== Task data
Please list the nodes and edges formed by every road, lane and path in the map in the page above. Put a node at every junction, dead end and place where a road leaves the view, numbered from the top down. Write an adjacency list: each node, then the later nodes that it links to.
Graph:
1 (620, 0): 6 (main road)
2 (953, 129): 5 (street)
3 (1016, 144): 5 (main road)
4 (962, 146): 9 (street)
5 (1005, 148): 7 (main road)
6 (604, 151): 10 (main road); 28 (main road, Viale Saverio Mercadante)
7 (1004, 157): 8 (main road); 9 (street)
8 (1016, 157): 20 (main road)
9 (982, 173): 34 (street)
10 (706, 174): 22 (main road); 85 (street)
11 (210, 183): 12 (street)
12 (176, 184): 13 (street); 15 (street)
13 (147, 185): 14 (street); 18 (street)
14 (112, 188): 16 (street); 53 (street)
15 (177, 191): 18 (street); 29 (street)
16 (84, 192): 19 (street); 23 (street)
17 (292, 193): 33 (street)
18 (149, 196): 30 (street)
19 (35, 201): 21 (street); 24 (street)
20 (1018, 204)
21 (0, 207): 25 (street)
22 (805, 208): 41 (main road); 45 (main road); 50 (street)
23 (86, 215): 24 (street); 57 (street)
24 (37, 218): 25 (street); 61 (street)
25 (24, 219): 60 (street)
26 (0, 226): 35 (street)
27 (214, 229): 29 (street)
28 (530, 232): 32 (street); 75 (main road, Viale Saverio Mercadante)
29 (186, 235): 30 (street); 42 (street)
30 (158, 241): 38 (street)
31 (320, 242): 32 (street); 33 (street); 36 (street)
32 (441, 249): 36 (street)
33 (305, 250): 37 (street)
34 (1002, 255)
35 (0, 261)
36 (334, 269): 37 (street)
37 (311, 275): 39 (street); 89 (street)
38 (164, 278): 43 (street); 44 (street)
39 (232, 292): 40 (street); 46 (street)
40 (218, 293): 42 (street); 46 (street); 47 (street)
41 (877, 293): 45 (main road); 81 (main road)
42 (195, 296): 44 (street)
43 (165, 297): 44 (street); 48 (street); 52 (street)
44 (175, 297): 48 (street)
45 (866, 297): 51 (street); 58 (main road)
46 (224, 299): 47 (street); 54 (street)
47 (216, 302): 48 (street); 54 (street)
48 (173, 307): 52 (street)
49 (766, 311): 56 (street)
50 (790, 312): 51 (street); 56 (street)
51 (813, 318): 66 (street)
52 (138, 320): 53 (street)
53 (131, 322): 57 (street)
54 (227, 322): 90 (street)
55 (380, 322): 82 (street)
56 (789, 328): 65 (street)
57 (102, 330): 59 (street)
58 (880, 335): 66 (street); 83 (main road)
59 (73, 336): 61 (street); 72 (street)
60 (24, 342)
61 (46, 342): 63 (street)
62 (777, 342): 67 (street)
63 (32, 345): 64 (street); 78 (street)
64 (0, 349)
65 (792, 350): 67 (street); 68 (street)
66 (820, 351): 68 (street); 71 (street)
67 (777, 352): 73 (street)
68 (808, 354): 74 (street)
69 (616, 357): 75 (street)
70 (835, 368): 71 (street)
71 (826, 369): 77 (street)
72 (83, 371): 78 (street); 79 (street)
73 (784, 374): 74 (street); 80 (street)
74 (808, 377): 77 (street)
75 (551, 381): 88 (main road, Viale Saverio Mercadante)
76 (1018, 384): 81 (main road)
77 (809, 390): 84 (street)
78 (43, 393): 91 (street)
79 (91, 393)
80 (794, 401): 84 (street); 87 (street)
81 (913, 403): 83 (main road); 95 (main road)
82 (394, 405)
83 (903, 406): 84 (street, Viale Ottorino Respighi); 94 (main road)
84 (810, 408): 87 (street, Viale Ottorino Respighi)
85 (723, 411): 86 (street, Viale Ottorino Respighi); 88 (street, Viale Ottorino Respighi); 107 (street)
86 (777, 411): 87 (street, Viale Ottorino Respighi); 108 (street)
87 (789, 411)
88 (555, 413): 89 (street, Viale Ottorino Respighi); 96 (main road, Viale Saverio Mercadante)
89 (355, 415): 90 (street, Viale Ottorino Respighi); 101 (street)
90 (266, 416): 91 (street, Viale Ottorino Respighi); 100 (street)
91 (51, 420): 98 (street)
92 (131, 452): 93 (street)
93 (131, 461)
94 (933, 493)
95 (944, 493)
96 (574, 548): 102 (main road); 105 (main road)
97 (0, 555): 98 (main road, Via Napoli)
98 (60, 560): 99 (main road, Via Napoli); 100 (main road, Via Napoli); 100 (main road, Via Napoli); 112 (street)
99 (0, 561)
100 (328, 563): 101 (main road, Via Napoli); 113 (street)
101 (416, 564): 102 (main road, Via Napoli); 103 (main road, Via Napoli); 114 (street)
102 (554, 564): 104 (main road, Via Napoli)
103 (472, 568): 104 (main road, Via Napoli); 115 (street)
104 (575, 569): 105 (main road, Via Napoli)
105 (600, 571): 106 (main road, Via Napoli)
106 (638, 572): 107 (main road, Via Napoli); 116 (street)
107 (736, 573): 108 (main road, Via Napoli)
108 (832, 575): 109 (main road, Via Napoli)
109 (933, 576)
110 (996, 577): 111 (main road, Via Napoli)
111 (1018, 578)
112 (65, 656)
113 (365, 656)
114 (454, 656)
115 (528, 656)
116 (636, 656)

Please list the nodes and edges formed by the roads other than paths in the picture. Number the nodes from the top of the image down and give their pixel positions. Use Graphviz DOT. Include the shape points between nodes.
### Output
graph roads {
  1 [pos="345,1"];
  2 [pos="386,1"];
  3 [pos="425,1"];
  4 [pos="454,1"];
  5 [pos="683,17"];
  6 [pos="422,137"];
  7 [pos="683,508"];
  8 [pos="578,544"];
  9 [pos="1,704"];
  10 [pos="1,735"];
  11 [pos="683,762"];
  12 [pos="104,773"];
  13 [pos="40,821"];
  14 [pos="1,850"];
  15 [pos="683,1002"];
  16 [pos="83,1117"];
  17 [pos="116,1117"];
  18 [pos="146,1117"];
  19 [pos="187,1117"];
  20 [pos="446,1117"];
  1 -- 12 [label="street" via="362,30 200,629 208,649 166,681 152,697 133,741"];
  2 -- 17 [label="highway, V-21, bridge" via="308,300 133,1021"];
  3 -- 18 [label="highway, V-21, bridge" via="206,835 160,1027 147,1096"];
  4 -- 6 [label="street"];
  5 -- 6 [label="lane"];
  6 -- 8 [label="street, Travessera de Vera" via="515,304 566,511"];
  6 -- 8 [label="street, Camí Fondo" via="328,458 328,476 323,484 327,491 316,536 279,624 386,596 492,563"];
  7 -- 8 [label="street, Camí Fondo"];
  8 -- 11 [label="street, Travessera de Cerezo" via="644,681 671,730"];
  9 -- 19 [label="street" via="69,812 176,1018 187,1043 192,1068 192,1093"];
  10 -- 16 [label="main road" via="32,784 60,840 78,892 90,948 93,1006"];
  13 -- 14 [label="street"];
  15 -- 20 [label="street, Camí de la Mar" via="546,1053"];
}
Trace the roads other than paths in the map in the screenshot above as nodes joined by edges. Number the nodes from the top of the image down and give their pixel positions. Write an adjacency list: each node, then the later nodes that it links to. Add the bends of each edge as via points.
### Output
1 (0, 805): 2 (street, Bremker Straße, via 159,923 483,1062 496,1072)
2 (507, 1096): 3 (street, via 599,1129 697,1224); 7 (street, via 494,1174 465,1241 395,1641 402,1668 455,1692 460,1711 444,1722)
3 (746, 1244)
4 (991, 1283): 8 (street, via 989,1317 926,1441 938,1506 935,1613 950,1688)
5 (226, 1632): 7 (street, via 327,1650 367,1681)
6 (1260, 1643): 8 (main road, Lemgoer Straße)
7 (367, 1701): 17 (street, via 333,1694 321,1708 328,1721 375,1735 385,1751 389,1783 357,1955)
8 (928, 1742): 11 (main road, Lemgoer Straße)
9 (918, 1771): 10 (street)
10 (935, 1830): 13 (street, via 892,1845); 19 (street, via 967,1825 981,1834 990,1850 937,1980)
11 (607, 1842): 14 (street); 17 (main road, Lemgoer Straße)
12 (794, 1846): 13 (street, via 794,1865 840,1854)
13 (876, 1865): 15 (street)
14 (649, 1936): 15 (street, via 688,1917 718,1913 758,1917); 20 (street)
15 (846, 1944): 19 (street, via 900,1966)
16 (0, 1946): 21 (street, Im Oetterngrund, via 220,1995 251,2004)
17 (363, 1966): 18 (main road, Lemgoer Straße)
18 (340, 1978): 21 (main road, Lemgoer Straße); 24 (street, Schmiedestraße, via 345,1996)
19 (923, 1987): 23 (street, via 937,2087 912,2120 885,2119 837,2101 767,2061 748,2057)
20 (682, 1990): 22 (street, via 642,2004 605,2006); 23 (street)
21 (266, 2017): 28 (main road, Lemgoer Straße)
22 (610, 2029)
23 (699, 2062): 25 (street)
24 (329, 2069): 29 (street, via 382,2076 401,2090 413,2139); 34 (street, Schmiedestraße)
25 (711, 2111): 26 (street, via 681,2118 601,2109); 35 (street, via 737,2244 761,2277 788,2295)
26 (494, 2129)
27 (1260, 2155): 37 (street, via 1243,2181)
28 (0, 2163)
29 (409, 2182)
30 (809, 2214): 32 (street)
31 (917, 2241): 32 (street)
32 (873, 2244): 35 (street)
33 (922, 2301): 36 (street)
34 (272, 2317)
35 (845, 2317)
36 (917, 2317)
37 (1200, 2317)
====
# Work instruction
Show every line from the entries above in which "links" appears.

# Result
Please list the nodes and edges formed by every road, lane and path in the map in the page above. Put a node at every junction, dead end and place where a road leaves the view, numbered from the top down. Write an adjacency list: each node, then the later nodes that it links to.
Trace the roads other than paths in the map in the screenshot above as nodes joined by edges. Number the nodes from the top of the image down and give their pixel positions. Write an adjacency list: each node, then the later nodes that it links to. Add the bends of each edge as via points.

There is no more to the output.